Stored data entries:
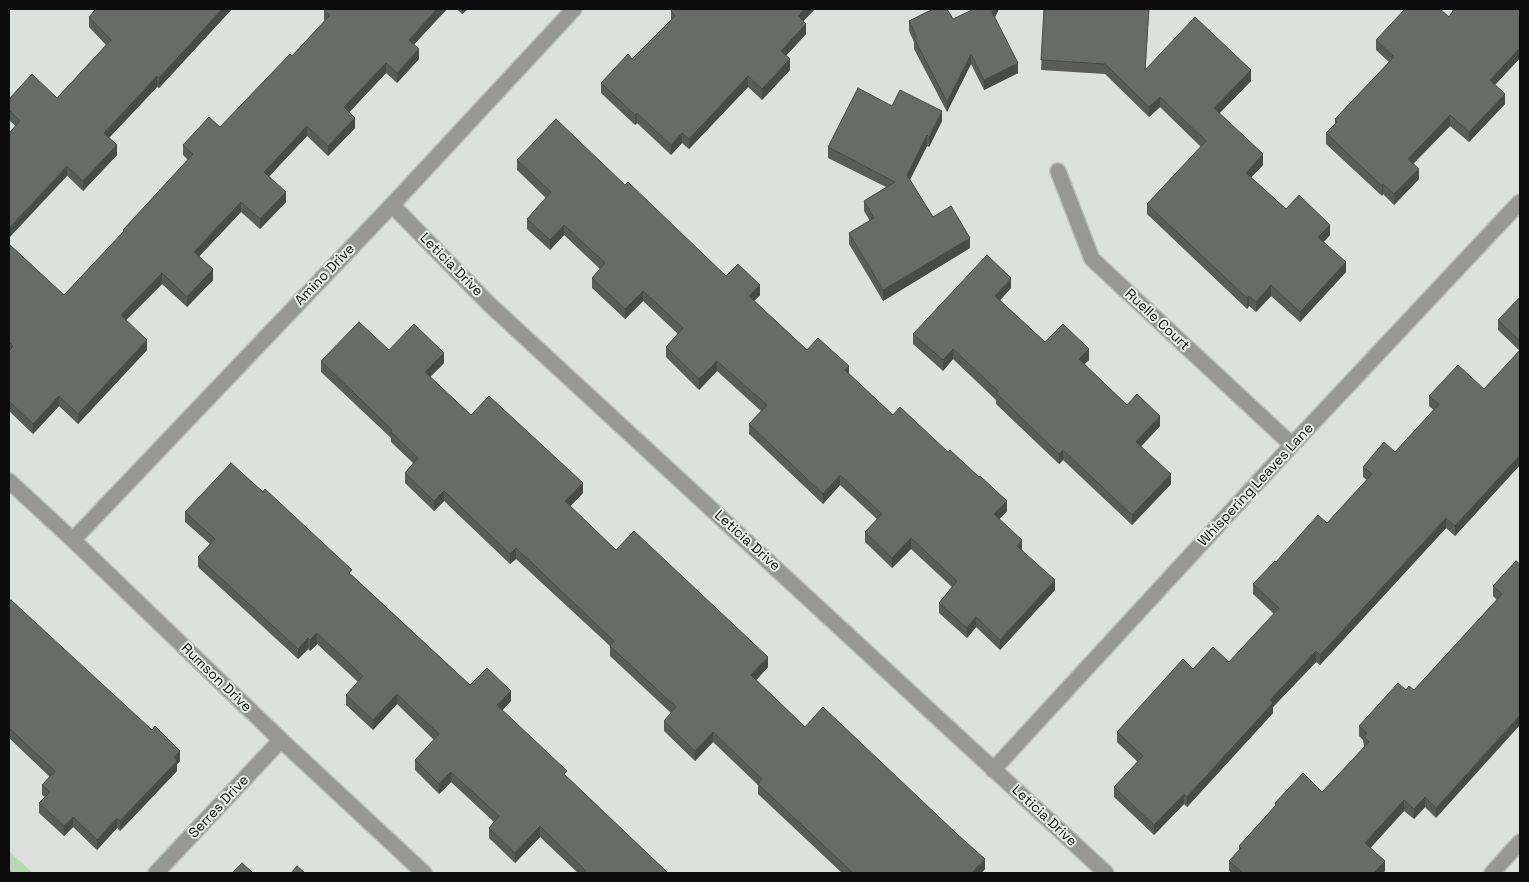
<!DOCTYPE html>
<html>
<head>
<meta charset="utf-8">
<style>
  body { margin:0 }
  #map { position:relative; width:1529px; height:882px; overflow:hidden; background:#dde1dd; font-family:"Space Grotesk",sans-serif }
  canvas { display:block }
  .frame { position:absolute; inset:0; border:10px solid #0b0c0b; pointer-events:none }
</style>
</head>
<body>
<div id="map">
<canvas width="1529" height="882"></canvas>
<div class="frame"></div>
</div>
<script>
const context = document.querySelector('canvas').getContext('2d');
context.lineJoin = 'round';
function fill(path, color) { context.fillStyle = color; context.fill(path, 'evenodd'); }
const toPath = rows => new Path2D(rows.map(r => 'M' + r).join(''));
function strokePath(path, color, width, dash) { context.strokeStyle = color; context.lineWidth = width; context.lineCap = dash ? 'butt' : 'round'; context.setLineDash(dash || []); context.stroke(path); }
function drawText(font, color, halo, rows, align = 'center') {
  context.font = font + ' "Space Grotesk",sans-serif'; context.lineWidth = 4; context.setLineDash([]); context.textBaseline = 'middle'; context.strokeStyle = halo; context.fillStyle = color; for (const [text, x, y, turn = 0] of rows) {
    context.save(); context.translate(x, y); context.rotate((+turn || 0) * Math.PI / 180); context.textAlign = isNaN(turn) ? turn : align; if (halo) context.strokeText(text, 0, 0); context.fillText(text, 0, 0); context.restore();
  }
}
const green = toPath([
  [9,851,33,873,9,873]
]);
const path = toPath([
  [9,872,11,873]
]);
const minor = toPath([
  [1058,171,1092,259,1292,445],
  [392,205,489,304,1106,873],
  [9,481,73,540,281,740,424,873],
  [73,540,392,205,574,9],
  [993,770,1292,445,1520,202],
  [156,873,281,740],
  [1492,873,1520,842]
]);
const wall = toPath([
  [96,9,232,9,159,88,157,87,109,138,117,155,83,191,9,120,9,99,57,98,106,45,89,27,89,17],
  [324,9,447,9,414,44,419,59,397,83,386,73,349,112,355,128,328,156,307,136,269,176,286,202,260,229,241,212,199,256,213,280,187,307,162,284,126,320,147,350,78,424,59,406,33,434,9,411,9,244,64,295,123,233,123,230,188,160,183,155,183,145,220,127,292,56,325,21,324,20],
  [457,9,468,9,462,14],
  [999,9,995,17,1018,73,984,90,971,64,947,112,914,49,914,42,909,31,909,21,953,19],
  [1044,9,1146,69,1251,81,1219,113,1263,165,1251,177,1286,209,1330,235,1324,242,1346,272,1300,322,1271,296,1256,312,1249,306,1247,309,1147,214,1147,204,1201,147,1160,107,1149,117,1105,74,1041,70],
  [1520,9,1520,58,1495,85,1505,104,1469,142,1450,126,1414,163,1419,179,1394,205,1383,194,1382,196,1326,144,1326,133,1335,124,1335,119,1389,62,1376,50,1376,40,1449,17],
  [671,11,803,21,806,34,786,56,790,70,762,100,748,87,689,149,682,143,671,155,637,123,635,125,601,93,601,83,632,59,671,20],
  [892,106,942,121,929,147,927,146,910,180,933,217,970,248,883,301,849,244,849,233,870,221,864,211,864,201,886,187,828,158,828,147],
  [517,160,625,185,726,276,760,295,754,301,807,350,849,374,893,415,1007,511,999,519,1022,550,1055,590,1000,650,976,627,967,638,939,613,939,603,952,587,911,549,892,568,865,542,865,532,877,519,840,485,823,504,749,434,749,424,761,411,717,371,699,390,666,357,666,347,678,334,643,301,625,319,592,288,592,278,600,269,564,235,550,250,527,229,527,219,546,198,517,170],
  [1011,288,1000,300,1045,342,1089,360,1084,364,1127,405,1160,426,1141,446,1171,484,1132,525,1063,460,1059,464,996,404,996,400,953,359,943,371,913,344,913,334],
  [1520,297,1520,465,1455,536,1446,528,1320,665,1316,662,1273,707,1273,713,1187,807,1184,804,1154,835,1114,797,1114,787,1138,762,1117,742,1117,732,1193,669,1229,662,1274,614,1253,594,1253,584,1276,562,1327,523,1367,480,1363,477,1363,467,1395,452,1434,410,1429,406,1429,396,1484,389,1520,351,1498,330,1498,320],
  [389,350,444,363,430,377,471,415,583,493,570,506,616,550,768,667,756,680,805,727,985,869,981,873,842,873,758,794,758,785,713,742,695,761,664,731,664,721,671,713,610,656,610,646,516,559,510,564,444,501,434,511,405,483,405,473,413,463,391,442,391,438,321,372,321,361],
  [185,512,352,575,470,685,511,701,502,710,567,777,668,873,578,873,540,837,515,863,489,838,489,828,494,822,451,782,439,794,415,770,415,760,434,740,397,704,373,730,346,705,346,695,358,682,317,644,310,651,308,649,298,659,198,567,198,557,210,544,185,522],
  [1516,561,1436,818,1425,807,1414,819,1404,811,1370,848,1385,871,1383,873,1232,873,1229,871,1229,861,1239,850,1239,846,1275,807,1275,803,1322,792,1364,747,1363,740,1359,736,1359,726,1406,690,1414,690,1497,600,1493,596,1493,586],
  [9,602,180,761,177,764,177,771,120,831,117,828,97,850,73,827,64,836,39,813,39,803,45,797,42,795,42,785,50,777,9,738]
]);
const shadedWall = toPath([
  [222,9,232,9,159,88,159,78],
  [437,9,447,9,409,50,409,40],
  [462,9,468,9,462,14],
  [805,9,815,9,798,27,798,16],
  [994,9,999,9,992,23,992,12],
  [1149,9,1145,80,1145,70],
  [806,24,806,34,781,61,781,51],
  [1520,48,1520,58,1490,90,1490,80],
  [419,49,419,59,397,83,397,73],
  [971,54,971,64,947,112,947,102],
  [790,59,790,70,762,100,762,89],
  [386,63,386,73,344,118,344,107],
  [1018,63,1018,73,984,90,984,80],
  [1251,70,1251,81,1214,119,1214,108],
  [157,76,157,87,104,143,104,133],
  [748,76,748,87,689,149,689,139],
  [1505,94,1505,104,1469,142,1469,132],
  [1160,97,1160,107,1149,117,1149,107],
  [942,111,942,121,929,147,929,137],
  [637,113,637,123,635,125,635,115],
  [1450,115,1450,126,1408,169,1408,159],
  [355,118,355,128,328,156,328,146],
  [307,126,307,136,264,182,264,172],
  [682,133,682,143,671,155,671,145],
  [927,135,927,146,907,185,907,175],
  [117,145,117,155,83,191,83,181],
  [1263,154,1263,165,1246,183,1246,173],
  [67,166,67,176,9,238,9,228],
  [1419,169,1419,179,1394,205,1394,194],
  [1383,184,1383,194,1382,196,1382,186],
  [286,192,286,202,260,229,260,219],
  [241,202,241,212,194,262,194,252],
  [564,225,564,235,550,250,550,240],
  [1330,225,1330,235,1318,247,1318,237],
  [970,238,970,248,883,301,883,290],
  [1346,262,1346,272,1300,322,1300,312],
  [213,269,213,280,187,307,187,297],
  [162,273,162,284,121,325,121,315],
  [1011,278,1011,288,995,306,995,296],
  [760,285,760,295,749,306,749,296],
  [1271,285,1271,296,1256,312,1256,302],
  [643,291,643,301,625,319,625,309],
  [1249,296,1249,306,1247,309,1247,298],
  [147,340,147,350,78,424,78,414],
  [953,349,953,359,943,371,943,360],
  [1089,349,1089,360,1079,369,1079,359],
  [444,353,444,363,425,382,425,372],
  [717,361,717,371,699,390,699,379],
  [849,366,849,376,845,370],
  [59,396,59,406,33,434,33,424],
  [1160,416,1160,426,1136,452,1136,442],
  [1063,450,1063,460,1059,464,1059,454],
  [1520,455,1520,465,1455,536,1455,526],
  [1171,474,1171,484,1132,525,1132,515],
  [840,475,840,485,823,504,823,494],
  [583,483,583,493,565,512,565,501],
  [444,491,444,501,434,511,434,501],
  [1007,501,1007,511,994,525,994,514],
  [1446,518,1446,528,1320,665,1320,655],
  [911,538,911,549,892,568,892,558],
  [1022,540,1022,551,1017,546],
  [516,548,516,559,510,564,510,554],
  [1055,580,1055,590,1000,650,1000,640],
  [976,617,976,627,967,638,967,628],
  [317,633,317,644,310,651,310,640],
  [308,638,308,649,298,659,298,649],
  [1316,651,1316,662,1273,707,1273,713,1187,807,1187,797,1270,700],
  [768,657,768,667,751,686,751,675],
  [511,691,511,701,497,716,497,705],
  [397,694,397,704,373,730,373,720],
  [1520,715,1520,725,1436,818,1436,808],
  [713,732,713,742,695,761,695,751],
  [180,751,180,761,177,764,177,771,120,831,120,821],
  [451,772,451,782,439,794,439,784],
  [1184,794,1184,804,1154,835,1154,825],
  [1425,797,1425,807,1414,819,1414,809],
  [1404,800,1404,811,1365,854,1365,843],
  [73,817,73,827,64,836,64,826],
  [117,818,117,828,97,850,97,840],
  [540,826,540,837,515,863,515,853],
  [985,859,985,869,981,873,972,873],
  [1385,861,1385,871,1383,873,1374,873]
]);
const building = toPath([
  [96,9,222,9,159,78,157,76,104,133,117,145,83,181,67,166,9,228,9,133,20,121,9,110,9,99,32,74,57,98,111,40,89,17,96,9],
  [324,9,437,9,409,40,419,49,397,73,386,63,344,107,355,118,328,146,307,126,264,172,286,192,260,219,241,202,194,252,213,269,187,297,162,273,121,315,147,340,78,414,59,396,33,424,9,401,9,351,13,346,9,342,9,244,64,295,124,231,123,230,193,154,183,145,209,117,220,127,290,54,292,56,330,15,324,10,324,9],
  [673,9,805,9,798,16,806,24,781,51,790,59,762,89,748,76,689,139,682,133,671,145,637,113,635,115,601,83,628,54,632,59,675,16,671,11,673,9],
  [933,9,947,9,953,19,974,9,994,9,992,12,1018,63,984,80,971,54,947,102,914,38,917,37,909,21,933,9],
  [1044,9,1149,9,1145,70,1195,17,1251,70,1214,108,1263,154,1246,173,1286,209,1299,195,1330,225,1318,237,1346,262,1300,312,1271,285,1256,302,1249,296,1247,298,1147,204,1206,141,1160,97,1149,107,1105,64,1041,60,1044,9],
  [1405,9,1440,9,1449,17,1454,9,1520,9,1520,48,1490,80,1505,94,1469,132,1450,115,1408,159,1419,169,1394,194,1383,184,1382,186,1326,133,1337,122,1335,119,1394,57,1376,40,1405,9],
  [858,88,892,106,900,90,942,111,929,137,927,135,907,175,933,217,951,206,970,238,883,290,849,233,874,218,864,201,895,182,828,147,858,88],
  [556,119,625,185,628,182,726,276,738,264,760,285,749,296,807,350,818,338,849,366,845,370,893,415,900,407,948,452,950,450,979,477,980,476,1007,501,994,514,1022,540,1017,546,1055,580,1000,640,976,617,967,628,939,603,957,581,911,538,892,558,865,532,882,514,840,475,823,494,749,424,767,405,717,361,699,379,666,347,683,328,643,291,625,309,592,278,605,263,564,225,550,240,527,219,551,192,517,160,556,119],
  [987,255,1011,278,995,296,1045,342,1063,324,1089,349,1079,359,1127,405,1137,394,1160,416,1136,442,1171,474,1132,515,1063,450,1059,454,996,393,998,391,953,349,943,360,913,334,987,255],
  [1520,297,1520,341,1498,320,1520,297],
  [359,322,389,350,414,324,444,353,425,372,471,415,489,396,583,483,565,501,616,550,634,531,768,657,751,675,805,727,823,707,957,834,985,859,972,873,853,873,758,784,762,779,713,732,695,751,664,721,676,707,610,646,614,641,516,548,510,554,444,491,434,501,405,473,418,458,391,432,392,430,321,361,359,322],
  [1520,350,1520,455,1455,526,1446,518,1320,655,1316,651,1270,700,1273,703,1187,797,1184,794,1154,825,1114,787,1143,756,1117,732,1183,659,1193,669,1213,647,1229,662,1279,608,1253,584,1275,561,1276,562,1318,515,1327,523,1372,474,1363,467,1384,442,1395,452,1439,404,1429,396,1458,365,1484,389,1520,350],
  [231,463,263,492,265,489,352,570,349,573,470,685,487,668,511,691,497,705,567,771,564,774,668,873,583,873,586,871,540,826,515,853,489,828,499,816,451,772,439,784,415,760,439,734,397,694,373,720,346,695,363,676,317,633,310,640,308,638,298,649,198,557,215,539,185,512,231,463],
  [1516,561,1520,564,1520,715,1436,808,1425,797,1414,809,1404,800,1365,843,1385,861,1374,873,1243,873,1229,861,1241,848,1239,846,1276,805,1275,803,1303,773,1322,792,1369,742,1363,736,1367,733,1359,726,1398,683,1406,690,1409,686,1414,690,1502,594,1493,586,1516,561],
  [11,600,152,730,155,726,180,751,174,757,177,761,120,821,117,818,97,840,73,817,64,826,39,803,50,792,42,785,55,771,9,728,9,602,11,600],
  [242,863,253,873,232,873,242,863],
  [297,866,305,873,291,873,297,866]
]);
const streetNames = [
  ["Leticia Drive",451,265,45],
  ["Amino Drive",325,275,-46],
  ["Ruelle Court",1157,320,43],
  ["Whispering Leaves Lane",1256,485,-47],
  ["Leticia Drive",747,541,42],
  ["Rumson Drive",216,678,44],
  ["Serres Drive",219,807,-47],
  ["Leticia Drive",1044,816,43]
];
fill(green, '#b8d6b5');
strokePath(minor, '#bbbfbb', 18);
strokePath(path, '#6d706d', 3, [1, 4]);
strokePath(minor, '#979896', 15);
fill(wall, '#595c59');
fill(shadedWall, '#494b48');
fill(building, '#686b67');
strokePath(building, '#494b48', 1);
drawText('14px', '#0b0c0b', '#eaeeea', streetNames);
</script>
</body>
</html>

What the exercise asks =
The lines above that hold the string "function" are to be located and copied.

Finished exercise =
function fill(path, color) { context.fillStyle = color; context.fill(path, 'evenodd'); }
function strokePath(path, color, width, dash) { context.strokeStyle = color; context.lineWidth = width; context.lineCap = dash ? 'butt' : 'round'; context.setLineDash(dash || []); context.stroke(path); }
function drawText(font, color, halo, rows, align = 'center') {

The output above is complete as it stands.